[Opening Record set section]

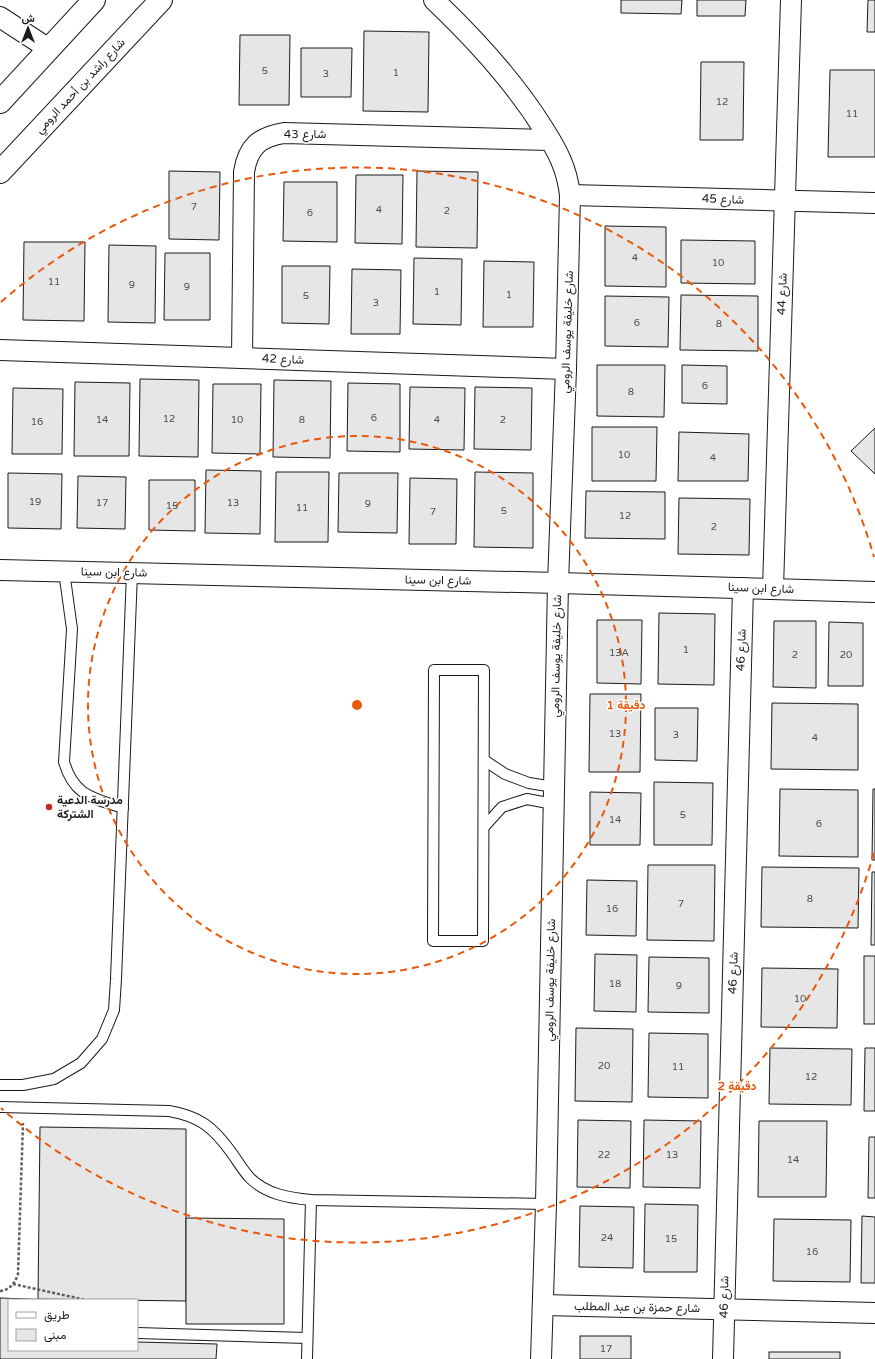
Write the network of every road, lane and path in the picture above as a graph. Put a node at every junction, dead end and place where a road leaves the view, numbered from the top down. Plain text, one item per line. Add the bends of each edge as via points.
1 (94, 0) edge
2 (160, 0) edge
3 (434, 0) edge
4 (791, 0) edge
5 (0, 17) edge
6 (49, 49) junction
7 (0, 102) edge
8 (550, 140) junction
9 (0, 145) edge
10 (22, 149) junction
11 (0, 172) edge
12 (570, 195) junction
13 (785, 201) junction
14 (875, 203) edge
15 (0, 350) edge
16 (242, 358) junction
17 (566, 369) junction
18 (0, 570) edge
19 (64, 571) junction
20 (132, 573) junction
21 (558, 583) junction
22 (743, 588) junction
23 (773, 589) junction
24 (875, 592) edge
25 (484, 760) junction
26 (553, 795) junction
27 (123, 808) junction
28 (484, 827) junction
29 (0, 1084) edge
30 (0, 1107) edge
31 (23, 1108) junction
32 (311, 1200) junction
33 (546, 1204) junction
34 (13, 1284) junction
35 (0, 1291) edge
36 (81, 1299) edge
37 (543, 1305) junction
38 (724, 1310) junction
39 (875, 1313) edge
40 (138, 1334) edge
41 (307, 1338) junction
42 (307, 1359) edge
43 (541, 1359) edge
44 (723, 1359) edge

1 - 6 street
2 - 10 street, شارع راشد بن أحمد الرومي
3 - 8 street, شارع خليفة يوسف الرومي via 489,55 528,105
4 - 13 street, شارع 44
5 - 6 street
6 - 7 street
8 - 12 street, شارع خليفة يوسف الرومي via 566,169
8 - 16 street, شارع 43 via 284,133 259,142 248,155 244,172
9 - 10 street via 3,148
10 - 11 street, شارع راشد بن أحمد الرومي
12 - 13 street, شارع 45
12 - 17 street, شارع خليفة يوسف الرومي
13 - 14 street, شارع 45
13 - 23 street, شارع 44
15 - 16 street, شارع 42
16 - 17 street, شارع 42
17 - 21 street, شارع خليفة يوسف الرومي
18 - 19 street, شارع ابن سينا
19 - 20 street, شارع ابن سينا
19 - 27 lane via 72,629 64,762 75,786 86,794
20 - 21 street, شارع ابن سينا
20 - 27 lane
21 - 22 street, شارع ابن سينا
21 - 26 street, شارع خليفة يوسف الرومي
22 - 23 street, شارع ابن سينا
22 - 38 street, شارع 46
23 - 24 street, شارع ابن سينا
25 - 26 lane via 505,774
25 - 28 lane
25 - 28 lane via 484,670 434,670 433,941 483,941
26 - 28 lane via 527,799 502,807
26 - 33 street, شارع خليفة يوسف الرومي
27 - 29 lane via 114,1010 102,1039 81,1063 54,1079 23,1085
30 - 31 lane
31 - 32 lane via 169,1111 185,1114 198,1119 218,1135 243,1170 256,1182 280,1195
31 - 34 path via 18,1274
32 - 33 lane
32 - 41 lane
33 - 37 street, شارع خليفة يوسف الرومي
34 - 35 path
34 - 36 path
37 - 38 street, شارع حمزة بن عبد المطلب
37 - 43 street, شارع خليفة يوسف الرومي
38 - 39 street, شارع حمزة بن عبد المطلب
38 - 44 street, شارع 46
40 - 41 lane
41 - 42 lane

[Closing Record set section]

_Assigned task:_
Print the data word for word and omit the pictures.

_Exercise response:_
Write the network of every road, lane and path in the picture above as a graph. Put a node at every junction, dead end and place where a road leaves the view, numbered from the top down. Plain text, one item per line. Add the bends of each edge as via points.
1 (94, 0) edge
2 (160, 0) edge
3 (434, 0) edge
4 (791, 0) edge
5 (0, 17) edge
6 (49, 49) junction
7 (0, 102) edge
8 (550, 140) junction
9 (0, 145) edge
10 (22, 149) junction
11 (0, 172) edge
12 (570, 195) junction
13 (785, 201) junction
14 (875, 203) edge
15 (0, 350) edge
16 (242, 358) junction
17 (566, 369) junction
18 (0, 570) edge
19 (64, 571) junction
20 (132, 573) junction
21 (558, 583) junction
22 (743, 588) junction
23 (773, 589) junction
24 (875, 592) edge
25 (484, 760) junction
26 (553, 795) junction
27 (123, 808) junction
28 (484, 827) junction
29 (0, 1084) edge
30 (0, 1107) edge
31 (23, 1108) junction
32 (311, 1200) junction
33 (546, 1204) junction
34 (13, 1284) junction
35 (0, 1291) edge
36 (81, 1299) edge
37 (543, 1305) junction
38 (724, 1310) junction
39 (875, 1313) edge
40 (138, 1334) edge
41 (307, 1338) junction
42 (307, 1359) edge
43 (541, 1359) edge
44 (723, 1359) edge

1 - 6 street
2 - 10 street, شارع راشد بن أحمد الرومي
3 - 8 street, شارع خليفة يوسف الرومي via 489,55 528,105
4 - 13 street, شارع 44
5 - 6 street
6 - 7 street
8 - 12 street, شارع خليفة يوسف الرومي via 566,169
8 - 16 street, شارع 43 via 284,133 259,142 248,155 244,172
9 - 10 street via 3,148
10 - 11 street, شارع راشد بن أحمد الرومي
12 - 13 street, شارع 45
12 - 17 street, شارع خليفة يوسف الرومي
13 - 14 street, شارع 45
13 - 23 street, شارع 44
15 - 16 street, شارع 42
16 - 17 street, شارع 42
17 - 21 street, شارع خليفة يوسف الرومي
18 - 19 street, شارع ابن سينا
19 - 20 street, شارع ابن سينا
19 - 27 lane via 72,629 64,762 75,786 86,794
20 - 21 street, شارع ابن سينا
20 - 27 lane
21 - 22 street, شارع ابن سينا
21 - 26 street, شارع خليفة يوسف الرومي
22 - 23 street, شارع ابن سينا
22 - 38 street, شارع 46
23 - 24 street, شارع ابن سينا
25 - 26 lane via 505,774
25 - 28 lane
25 - 28 lane via 484,670 434,670 433,941 483,941
26 - 28 lane via 527,799 502,807
26 - 33 street, شارع خليفة يوسف الرومي
27 - 29 lane via 114,1010 102,1039 81,1063 54,1079 23,1085
30 - 31 lane
31 - 32 lane via 169,1111 185,1114 198,1119 218,1135 243,1170 256,1182 280,1195
31 - 34 path via 18,1274
32 - 33 lane
32 - 41 lane
33 - 37 street, شارع خليفة يوسف الرومي
34 - 35 path
34 - 36 path
37 - 38 street, شارع حمزة بن عبد المطلب
37 - 43 street, شارع خليفة يوسف الرومي
38 - 39 street, شارع حمزة بن عبد المطلب
38 - 44 street, شارع 46
40 - 41 lane
41 - 42 lane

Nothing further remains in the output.